From eac91e1577f97d32f809a957796b475dfd61fef2 Mon Sep 17 00:00:00 2001
From: Christian Lorentzen <lorentzen.ch@gmail.com>
Date: Sun, 10 Apr 2022 10:41:17 +0200
Subject: [PATCH 2/2] CLN use functools

---
 sklearn/linear_model/_glm/glm.py     |  8 +--
 sklearn/linear_model/_linear_loss.py | 97 +++++++++-------------------
 sklearn/linear_model/_logistic.py    | 51 +++++++--------
 3 files changed, 55 insertions(+), 101 deletions(-)

diff --git a/sklearn/linear_model/_glm/glm.py b/sklearn/linear_model/_glm/glm.py
index 6b1b0182cb7a5..2ff296be3da49 100644
--- a/sklearn/linear_model/_glm/glm.py
+++ b/sklearn/linear_model/_glm/glm.py
@@ -272,7 +272,7 @@ def fit(self, X, y, sample_weight=None):
                 coef = np.zeros(n_features, dtype=loss_dtype)
 
         # To save some memory, we preallocate a ndarray used as per row loss and
-        # gradient inside od LinearLoss, e.g. by LinearLoss.base_loss.gradient (and
+        # gradient inside of LinearLoss, e.g. by LinearLoss.base_loss.gradient (and
         # others).
         per_sample_loss_out = np.empty_like(y)
         per_sample_gradient_out = np.empty_like(y)
@@ -301,10 +301,8 @@ def fit(self, X, y, sample_weight=None):
                     sample_weight,
                     l2_reg_strength,
                     n_threads,
-                    {
-                        "per_sample_loss_out": per_sample_loss_out,
-                        "per_sample_gradient_out": per_sample_gradient_out,
-                    },
+                    per_sample_loss_out,
+                    per_sample_gradient_out,
                 ),
             )
             self.n_iter_ = _check_optimize_result("lbfgs", opt_res)
diff --git a/sklearn/linear_model/_linear_loss.py b/sklearn/linear_model/_linear_loss.py
index 55f2b4bc71273..9fcdc7cd396da 100644
--- a/sklearn/linear_model/_linear_loss.py
+++ b/sklearn/linear_model/_linear_loss.py
@@ -120,7 +120,7 @@ def loss(
         sample_weight=None,
         l2_reg_strength=0.0,
         n_threads=1,
-        temporary_array_dict=None,
+        per_sample_loss_out=None,
     ):
         """Compute the loss as sum over point-wise losses.
 
@@ -141,12 +141,10 @@ def loss(
             L2 regularization strength
         n_threads : int, default=1
             Number of OpenMP threads to use.
-        temporary_array_dict: None or dict, default=None
-            Providing such an array can save a little memory.

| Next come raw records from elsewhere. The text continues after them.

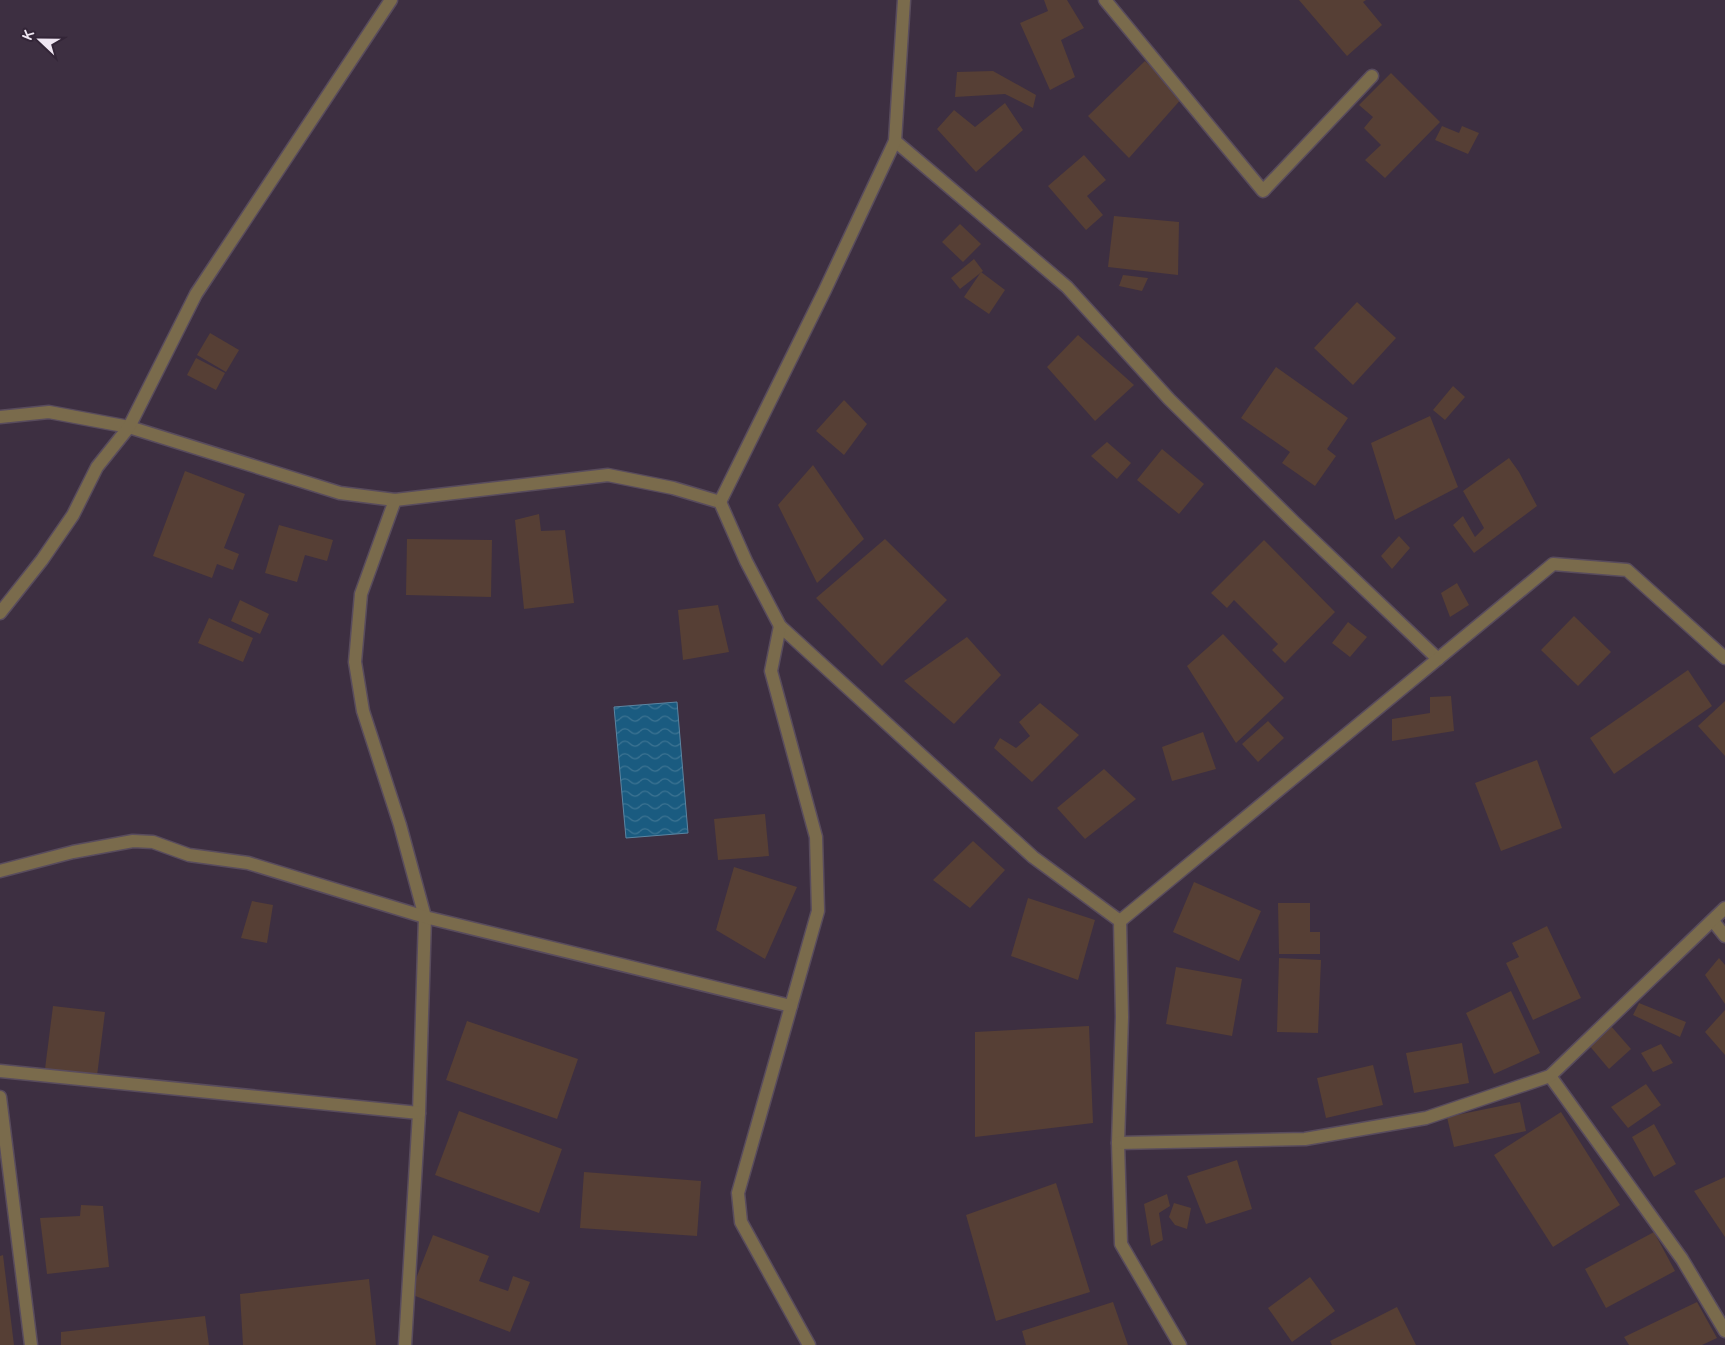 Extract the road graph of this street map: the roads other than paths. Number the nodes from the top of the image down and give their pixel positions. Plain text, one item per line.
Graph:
1 (391, 0) edge
2 (904, 0) edge
3 (1105, 0) edge
4 (1372, 76) dead end
5 (895, 141) junction
6 (0, 417) edge
7 (129, 427) junction
8 (395, 500) junction
9 (720, 502) junction
10 (0, 613) edge
11 (780, 626) junction
12 (1725, 658) edge
13 (1438, 660) junction
14 (0, 871) edge
15 (1725, 908) edge
16 (425, 917) junction
17 (1120, 920) junction
18 (1713, 921) junction
19 (1725, 936) edge
20 (791, 1006) junction
21 (0, 1071) edge
22 (1550, 1076) junction
23 (0, 1097) edge
24 (420, 1113) junction
25 (1118, 1143) junction
26 (1725, 1331) edge
27 (31, 1345) edge
28 (405, 1345) edge
29 (810, 1345) edge
30 (1180, 1345) edge

1 - 7 street
2 - 5 street
3 - 4 street
5 - 9 street
5 - 13 street
6 - 7 street
7 - 8 street
7 - 10 street
8 - 9 street
8 - 16 street
9 - 11 street
11 - 17 street
11 - 20 street
12 - 13 street
13 - 17 street
14 - 16 street
15 - 18 street
16 - 20 street
16 - 24 street
17 - 25 street
18 - 19 street
18 - 22 street
20 - 29 street
21 - 24 street
22 - 25 street
22 - 26 street
23 - 27 street
24 - 28 street
25 - 30 street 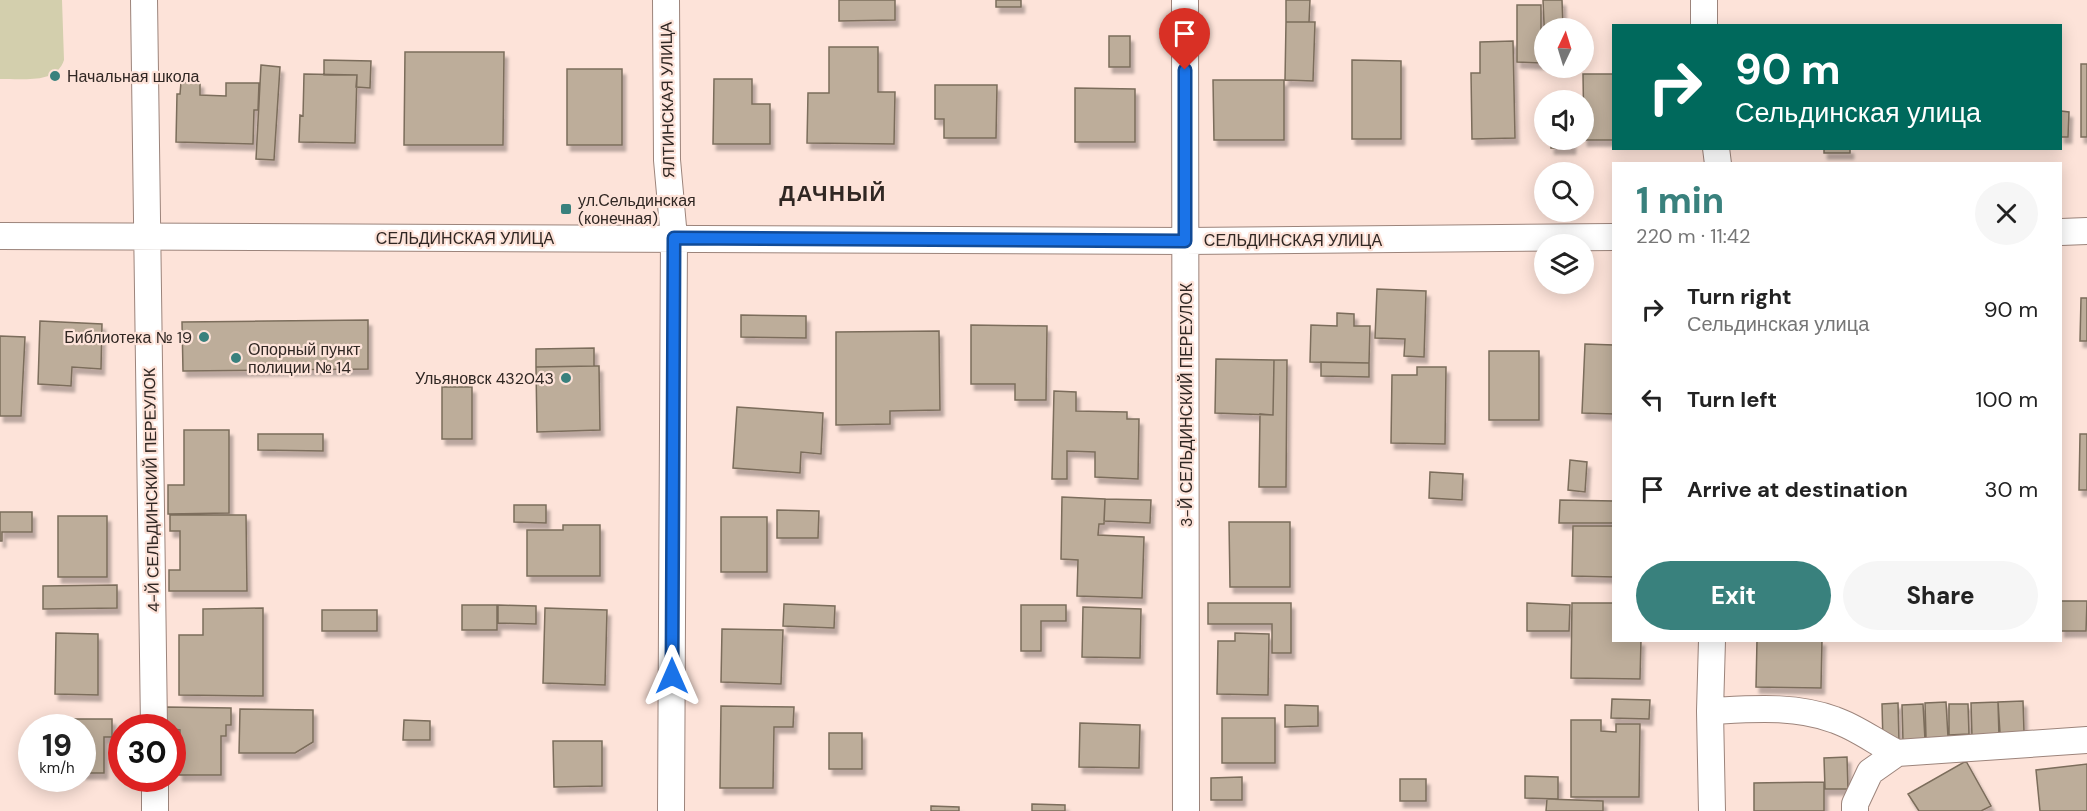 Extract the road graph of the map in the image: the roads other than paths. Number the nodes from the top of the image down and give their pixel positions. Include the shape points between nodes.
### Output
1 (144, 0) edge
2 (666, 0) edge
3 (1185, 0) edge
4 (1704, 0) edge
5 (1704, 24) edge
6 (2087, 231) edge
7 (2062, 232) edge
8 (0, 237) edge
9 (148, 237) junction
10 (1612, 237) edge
11 (674, 238) junction
12 (1185, 241) junction
13 (1712, 642) edge
14 (1710, 711) junction
15 (154, 714) edge
16 (2087, 740) edge
17 (1897, 753) junction
18 (155, 792) edge
19 (156, 811) edge
20 (671, 811) edge
21 (1186, 811) edge
22 (1712, 811) edge
23 (1855, 811) edge

1 - 9 street, 4-Й СЕЛЬДИНСКИЙ ПЕРЕУЛОК
2 - 11 street, ЯЛТИНСКАЯ УЛИЦА via 667,160
3 - 12 street, 3-Й СЕЛЬДИНСКИЙ ПЕРЕУЛОК
4 - 5 street
6 - 7 street
8 - 9 street, СЕЛЬДИНСКАЯ УЛИЦА
9 - 11 street, СЕЛЬДИНСКАЯ УЛИЦА
9 - 15 street, 4-Й СЕЛЬДИНСКИЙ ПЕРЕУЛОК
10 - 12 street, СЕЛЬДИНСКАЯ УЛИЦА
11 - 12 street, СЕЛЬДИНСКАЯ УЛИЦА
11 - 20 street, ЯЛТИНСКАЯ УЛИЦА
12 - 21 street, 3-Й СЕЛЬДИНСКИЙ ПЕРЕУЛОК
13 - 14 street
14 - 17 street via 1769,708 1802,712 1836,720
14 - 22 street
16 - 17 street
17 - 23 street via 1870,772
18 - 19 street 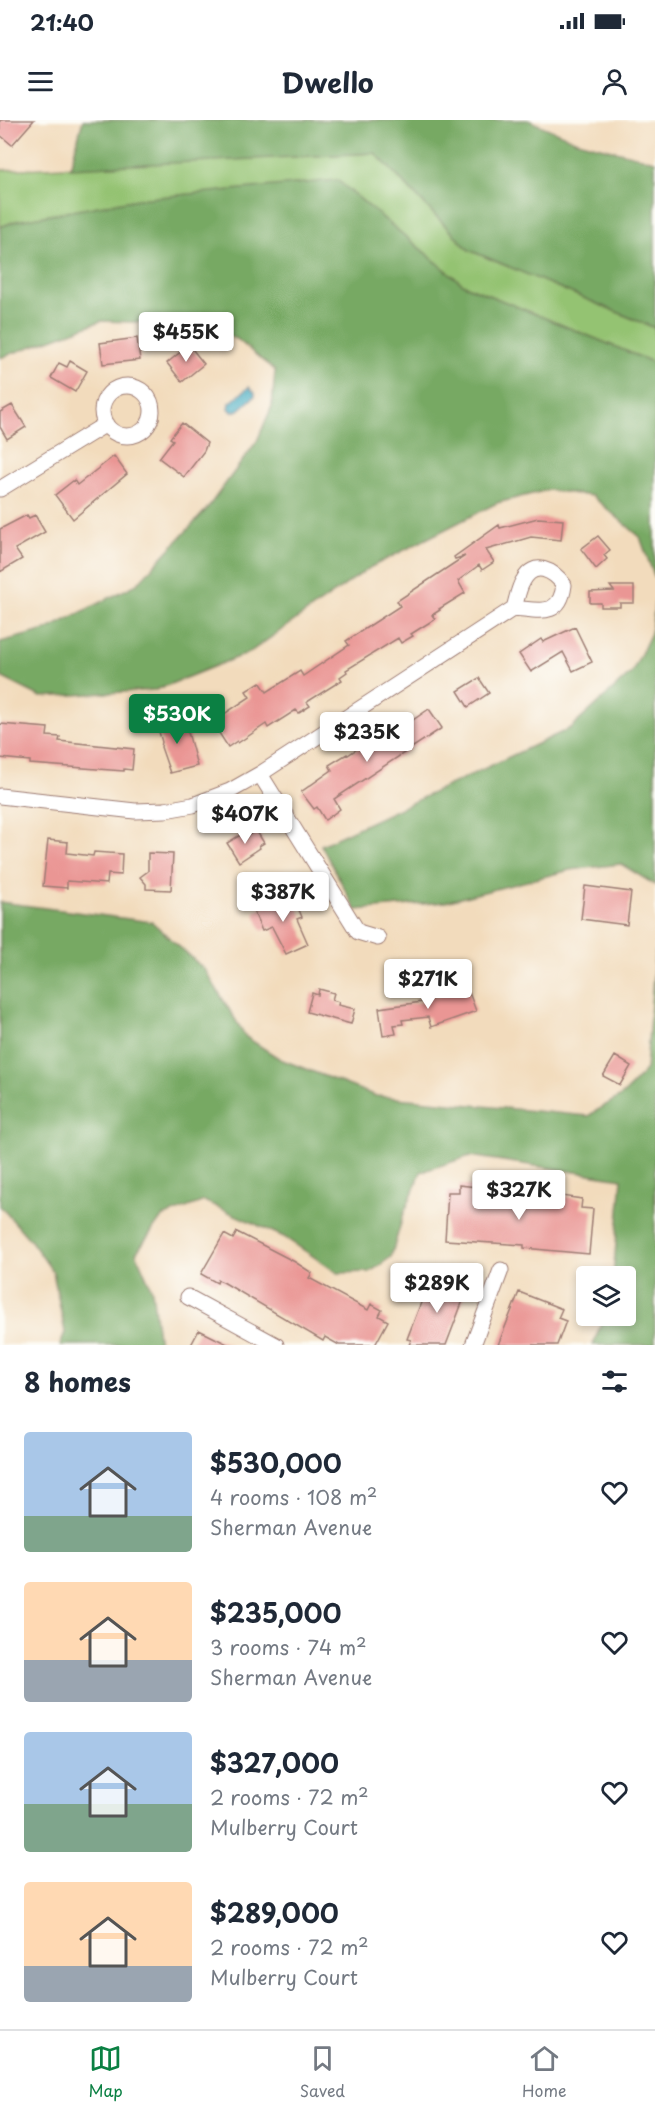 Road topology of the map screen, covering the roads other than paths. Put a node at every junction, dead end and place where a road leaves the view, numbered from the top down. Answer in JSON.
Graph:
{"nodes":[{"id":1,"x":106,"y":424,"type":"dead end"},
{"id":2,"x":0,"y":489,"type":"edge"},
{"id":3,"x":514,"y":608,"type":"dead end"},
{"id":4,"x":260,"y":774,"type":"junction"},
{"id":5,"x":0,"y":796,"type":"edge"},
{"id":6,"x":378,"y":938,"type":"dead end"},
{"id":7,"x":501,"y":1270,"type":"dead end"},
{"id":8,"x":188,"y":1297,"type":"dead end"},
{"id":9,"x":276,"y":1345,"type":"edge"},
{"id":10,"x":473,"y":1345,"type":"edge"}],
"edges":[{"from":1,"to":2,"type":"street"},
{"from":3,"to":4,"type":"street"},
{"from":4,"to":5,"type":"street"},
{"from":4,"to":6,"type":"street"},
{"from":7,"to":10,"type":"street"},
{"from":8,"to":9,"type":"street"}]} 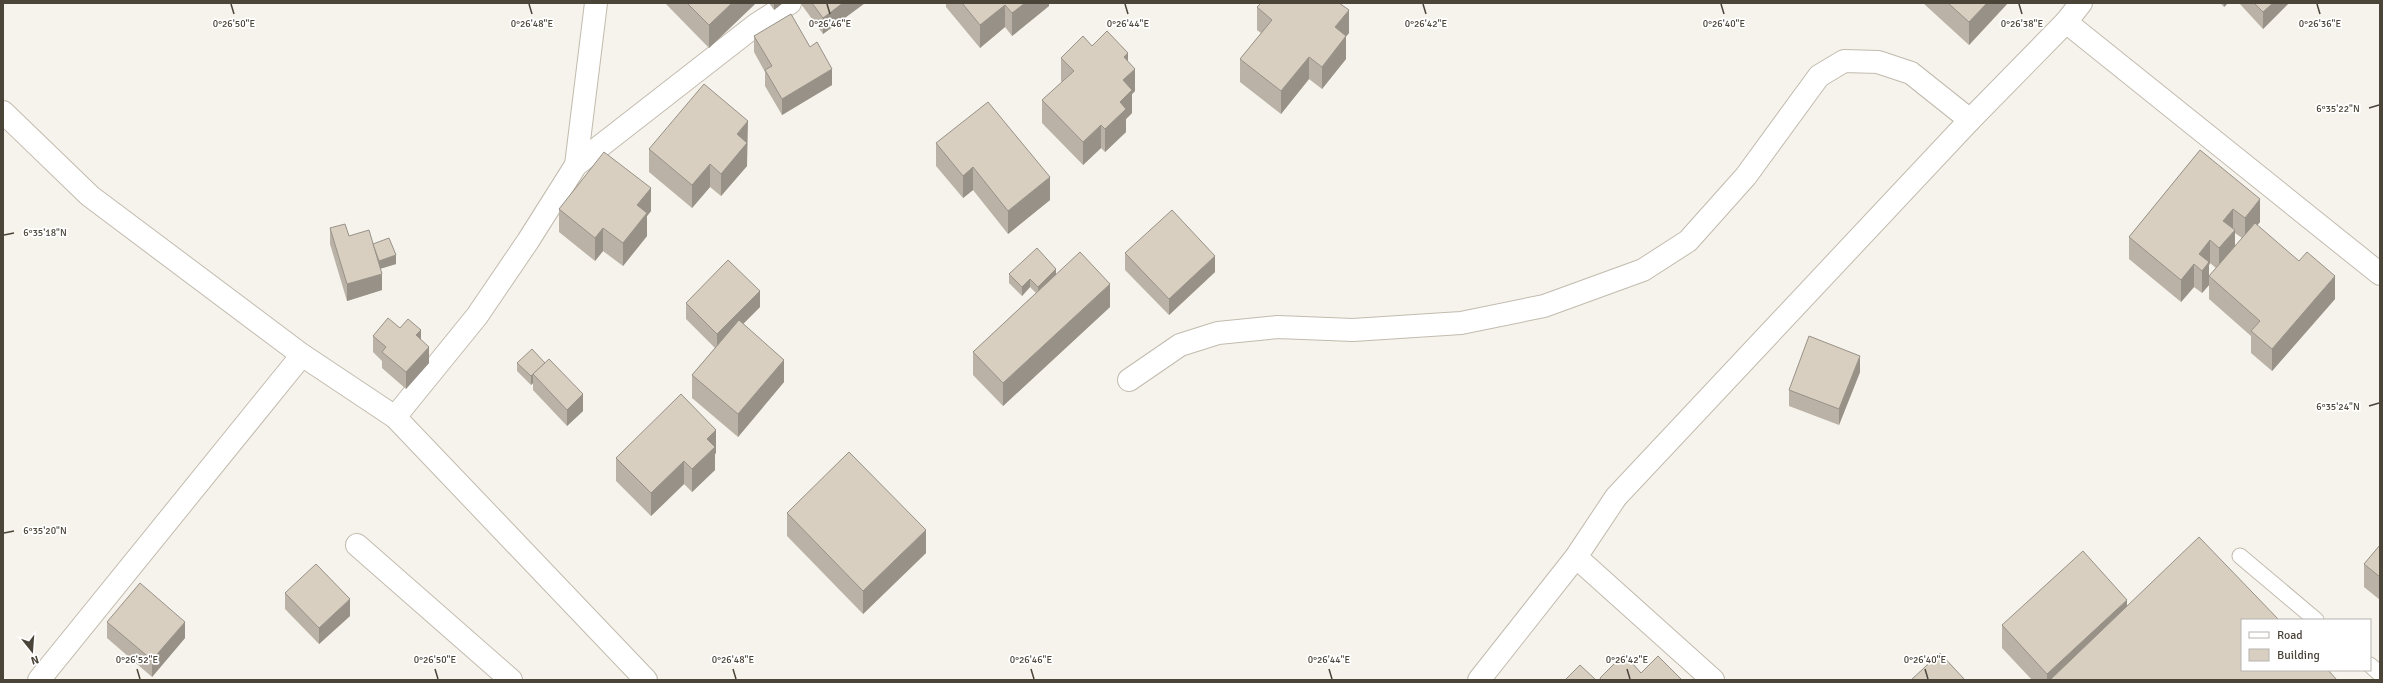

Possible entry:
-
-            "per_sample_loss_out" : C-contiguous array of shape (n_samples,)
-                A location into which the per sample loss is stored. If None, a new
-                array might be created.
+        per_sample_loss_out : None or C-contiguous array of shape (n_samples,), \
+            default=None
+            A location into which the per sample loss is stored. If None, a new array
+            might be created. Providing such an array can save a little memory.
 
         Returns
         -------
@@ -154,10 +152,6 @@ def loss(
             Sum of losses per sample plus penalty.
         """
         weights, intercept, raw_prediction = self._w_intercept_raw(coef, X)
-        if temporary_array_dict is not None:
-            per_sample_loss_out = temporary_array_dict.get("per_sample_loss_out", None)
-        else:
-            per_sample_loss_out = None
 
         loss = self.base_loss.loss(
             y_true=y,
@@ -179,7 +173,8 @@ def loss_gradient(
         sample_weight=None,
         l2_reg_strength=0.0,
         n_threads=1,
-        temporary_array_dict=None,
+        per_sample_loss_out=None,
+        per_sample_gradient_out=None,
     ):
         """Computes the sum of loss and gradient w.r.t. coef.
 
@@ -200,17 +195,14 @@ def loss_gradient(
             L2 regularization strength
         n_threads : int, default=1
             Number of OpenMP threads to use.
-        temporary_array_dict: None or dict, default=None
-            Providing such arrays can save a little memory. Possible entry:
-
-            "per_sample_loss_out" : C-contiguous array of shape (n_samples,)
-                A location into which the per sample loss is stored. If None, a new
-                array might be created.
-
-            "per_sample_gradient_out" : None or C-contiguous array of shape
-                (n_samples,) or array of shape (n_samples, n_classes)
-                A location into which the per sample gradient is stored. If None, a
-                new array might be created.
+        per_sample_loss_out : None or C-contiguous array of shape (n_samples,), \
+            default=None
+            A location into which the per sample loss is stored. If None, a new array
+            might be created. Providing such an array can save a little memory.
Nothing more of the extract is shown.